Pritchett is a statutory town in Baca County, Colorado, United States. The population was 112 at the 2020 census.

==History==
A post office called Pritchett has been in operation since 1927. The community was named after Henry S. Pritchett, a railroad official.

==Geography==
Pritchett is located in western Baca County.

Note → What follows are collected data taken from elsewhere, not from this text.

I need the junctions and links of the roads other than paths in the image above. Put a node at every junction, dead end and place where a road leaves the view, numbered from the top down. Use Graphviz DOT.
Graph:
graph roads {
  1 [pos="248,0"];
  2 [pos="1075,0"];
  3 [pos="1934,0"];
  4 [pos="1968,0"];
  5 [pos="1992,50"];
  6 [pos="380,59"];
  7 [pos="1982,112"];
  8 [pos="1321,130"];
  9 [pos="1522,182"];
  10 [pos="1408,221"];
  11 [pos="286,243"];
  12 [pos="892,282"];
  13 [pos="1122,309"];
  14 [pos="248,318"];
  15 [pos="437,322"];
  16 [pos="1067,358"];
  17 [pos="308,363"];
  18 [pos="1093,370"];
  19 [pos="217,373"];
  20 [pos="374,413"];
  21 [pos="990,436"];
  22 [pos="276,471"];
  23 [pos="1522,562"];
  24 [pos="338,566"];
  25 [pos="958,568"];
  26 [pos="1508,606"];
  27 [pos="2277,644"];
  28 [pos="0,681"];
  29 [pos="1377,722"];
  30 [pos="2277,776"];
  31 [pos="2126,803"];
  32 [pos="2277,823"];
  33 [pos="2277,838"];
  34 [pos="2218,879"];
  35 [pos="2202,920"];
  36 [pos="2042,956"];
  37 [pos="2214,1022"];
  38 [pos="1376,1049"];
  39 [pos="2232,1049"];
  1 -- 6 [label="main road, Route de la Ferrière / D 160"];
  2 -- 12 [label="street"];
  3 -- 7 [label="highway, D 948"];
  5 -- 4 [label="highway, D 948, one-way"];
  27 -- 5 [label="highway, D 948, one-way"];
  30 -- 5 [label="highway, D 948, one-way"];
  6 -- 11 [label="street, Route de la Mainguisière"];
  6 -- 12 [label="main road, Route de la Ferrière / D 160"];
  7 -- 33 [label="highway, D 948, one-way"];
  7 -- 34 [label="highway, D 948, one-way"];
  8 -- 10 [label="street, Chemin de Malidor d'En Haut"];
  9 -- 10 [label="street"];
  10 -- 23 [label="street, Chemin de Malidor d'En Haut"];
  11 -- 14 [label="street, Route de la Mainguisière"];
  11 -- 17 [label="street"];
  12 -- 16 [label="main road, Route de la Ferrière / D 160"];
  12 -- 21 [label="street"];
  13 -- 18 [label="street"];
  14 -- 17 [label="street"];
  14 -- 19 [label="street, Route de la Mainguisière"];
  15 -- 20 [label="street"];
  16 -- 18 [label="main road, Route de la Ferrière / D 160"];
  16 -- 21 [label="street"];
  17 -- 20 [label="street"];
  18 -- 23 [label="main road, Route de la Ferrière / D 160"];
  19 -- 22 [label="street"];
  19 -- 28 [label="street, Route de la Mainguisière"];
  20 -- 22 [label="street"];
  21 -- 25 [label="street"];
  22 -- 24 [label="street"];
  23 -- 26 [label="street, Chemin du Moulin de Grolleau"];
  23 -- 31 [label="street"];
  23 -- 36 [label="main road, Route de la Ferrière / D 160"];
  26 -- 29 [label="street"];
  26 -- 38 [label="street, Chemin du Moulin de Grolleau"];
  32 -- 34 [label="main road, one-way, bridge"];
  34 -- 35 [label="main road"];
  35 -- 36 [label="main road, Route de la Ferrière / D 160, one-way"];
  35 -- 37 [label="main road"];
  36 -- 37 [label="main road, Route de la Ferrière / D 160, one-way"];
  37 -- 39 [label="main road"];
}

U.S. Route 160 passes through the town, leading east 16 mi to Springfield, the county seat, and west 106 mi to Trinidad.

According to the United States Census Bureau, the town has a total area of 0.2 sqmi, all of it land.

==Demographics==

Historical population
| Census | Pop. | Note | %± |
| 1930 | 451 |  | — |
| 1940 | 495 |  | 9.8% |
| 1950 | 286 |  | −42.2% |
| 1960 | 247 |  | −13.6% |
| 1970 | 170 |  | −31.2% |
| 1980 | 183 |  | 7.6% |
| 1990 | 153 |  | −16.4% |
| 2000 | 137 |  | −10.5% |
| 2010 | 140 |  | 2.2% |
| 2020 | 112 |  | −20.0% |
U.S. Decennial Census

==Popular culture==
The film The Hi-Lo Country, a 1998 drama/western film directed by Stephen Frears was filmed in part in the town of Pritchett.